Tras saborear aquella piel de seda, deslizó lentamente los tirantes del camisón para deleitarse con la vista de los senos desnudos de Paula. Llenó sus manos de aquella cremosa suavidad, acariciando los pezones con los pulgares hasta hacerlos erguirse orgullosos contra sus dedos.


Paula gimió contra su boca, arqueando al mismo tiempo su cuerpo.


Pedro interrumpió enfebrecido su beso y se inclinó sobre sus senos para apoderarse con la boca de los montículos rosados que los encumbraban.


Paula se deshacía en susurros y gemidos, aferrada con fuerza a la espalda de Pedro. Desgarrado por la pasión, Pedro le quitó el camisón por completo para consumir con la mirada la belleza que él mismo había revelado.


Dejó que sus manos vagaran libremente por aquel cuerpo desnudo, desnudo y perfecto, sintiendo cómo se avivaba la hoguera que lo abrasaba cuando Paula se arqueó nuevamente contra él, buscando sus caricias. Pedro siguió con la boca el camino abierto por sus manos hasta encontrar el dulce montículo de su vientre.

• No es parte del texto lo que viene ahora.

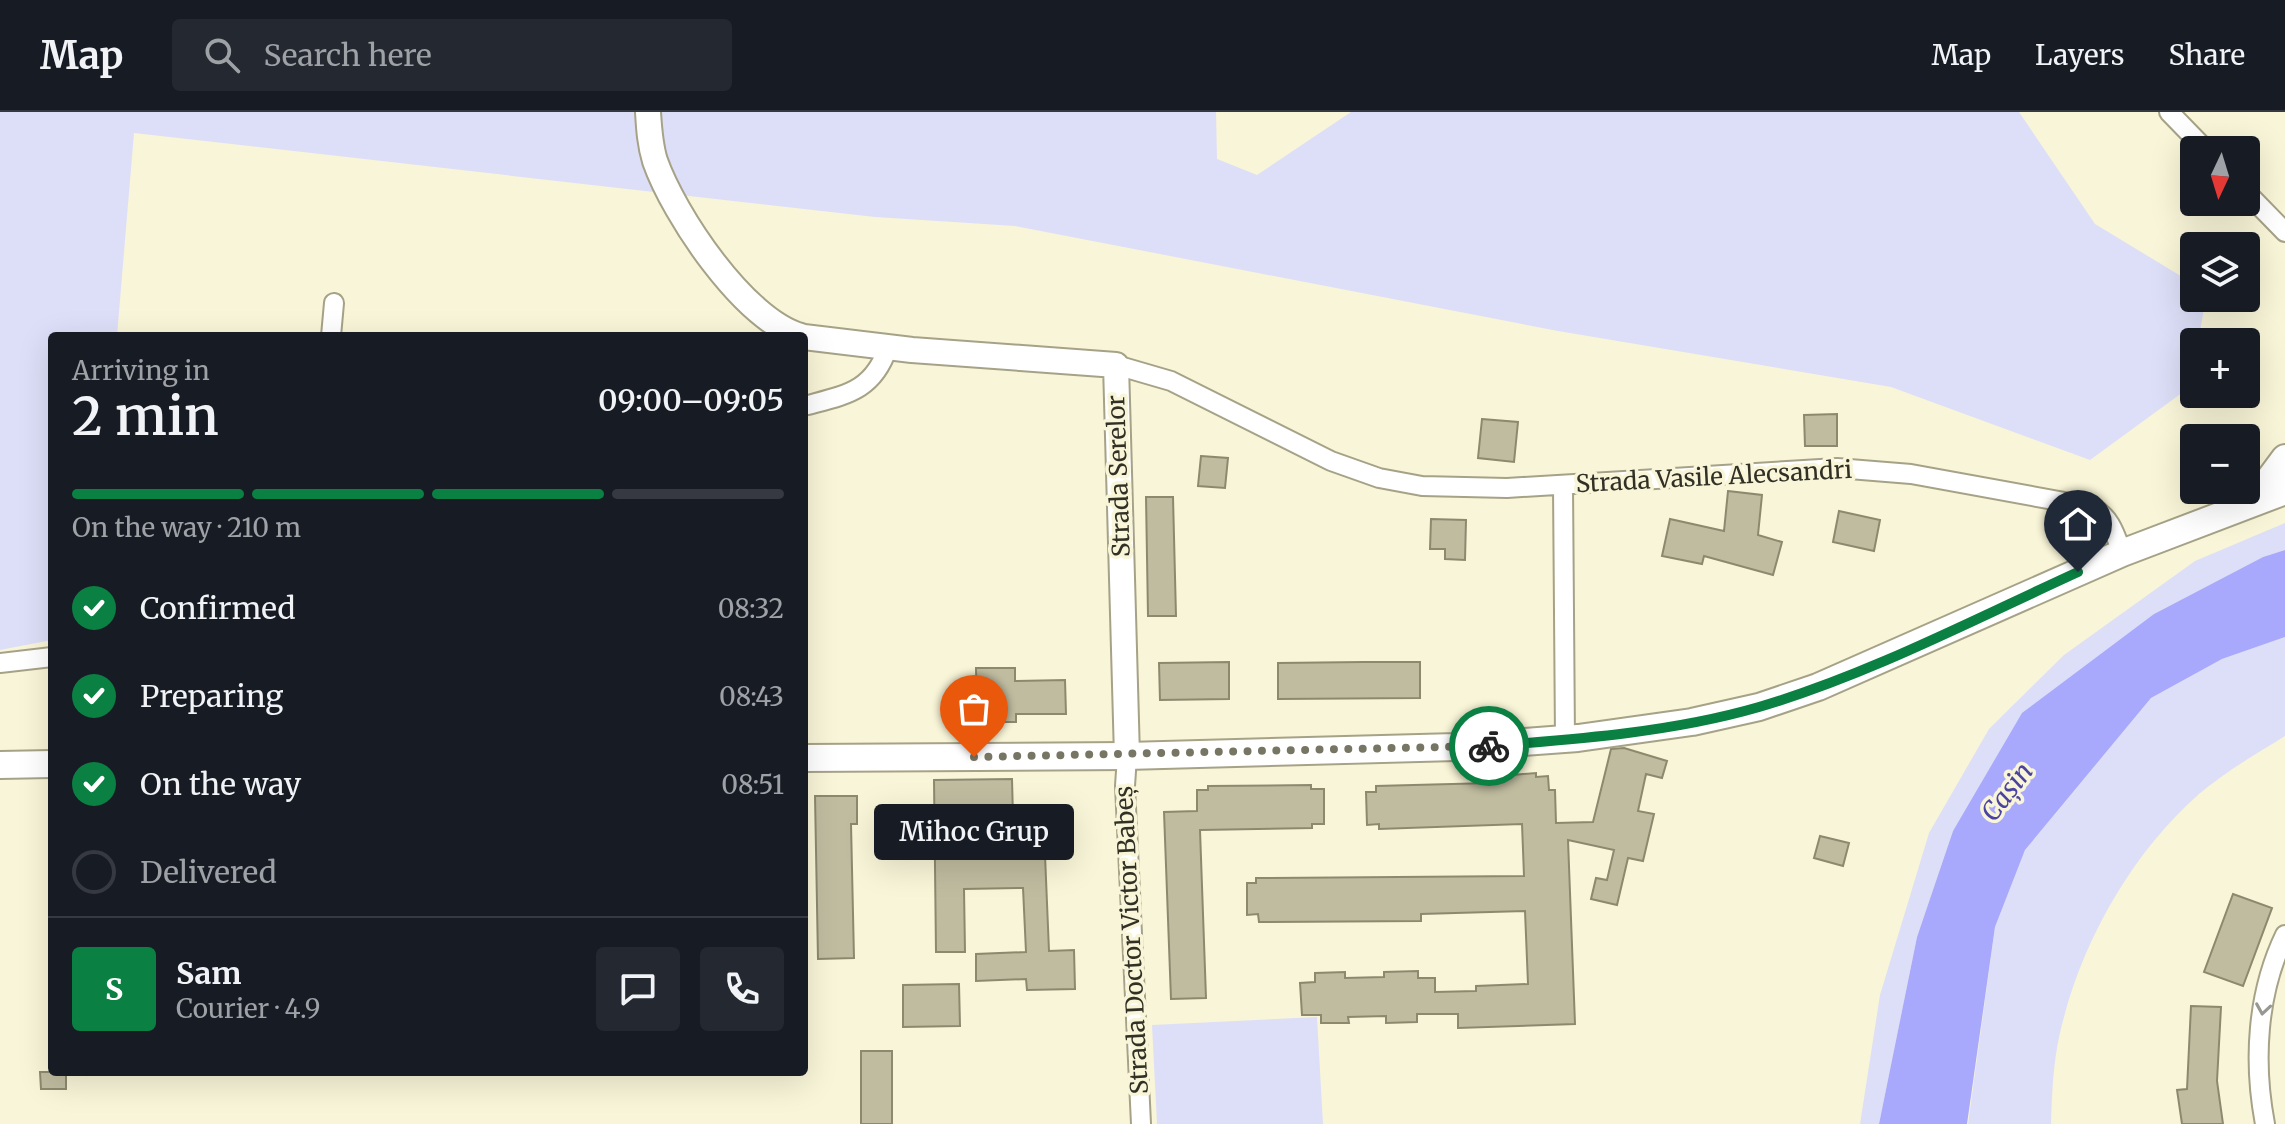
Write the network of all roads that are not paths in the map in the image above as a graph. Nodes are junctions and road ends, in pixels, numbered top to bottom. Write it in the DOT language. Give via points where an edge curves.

Paula había cerrado los ojos, advirtió. Y tenía los labios entreabiertos. Sus senos se elevaban y descendían al agitado ritmo de su respiración. Pedro no había visto nada más excitante en toda su vida. O por lo menos nada que lo hubiera afectado más.


Con manos temblorosas, se deshizo de las bragas de encaje y se abrió camino a través de los rizos que cubrían el vientre de Paula.


La respiración de Paula era ya un descontrolado jadeo. Enardecido por su respuesta, Pedro capturó aquellas caderas que lo estaban volviendo loco con sus movimientos y se colocó sobre Paula, dispuesto a hundirse en su interior.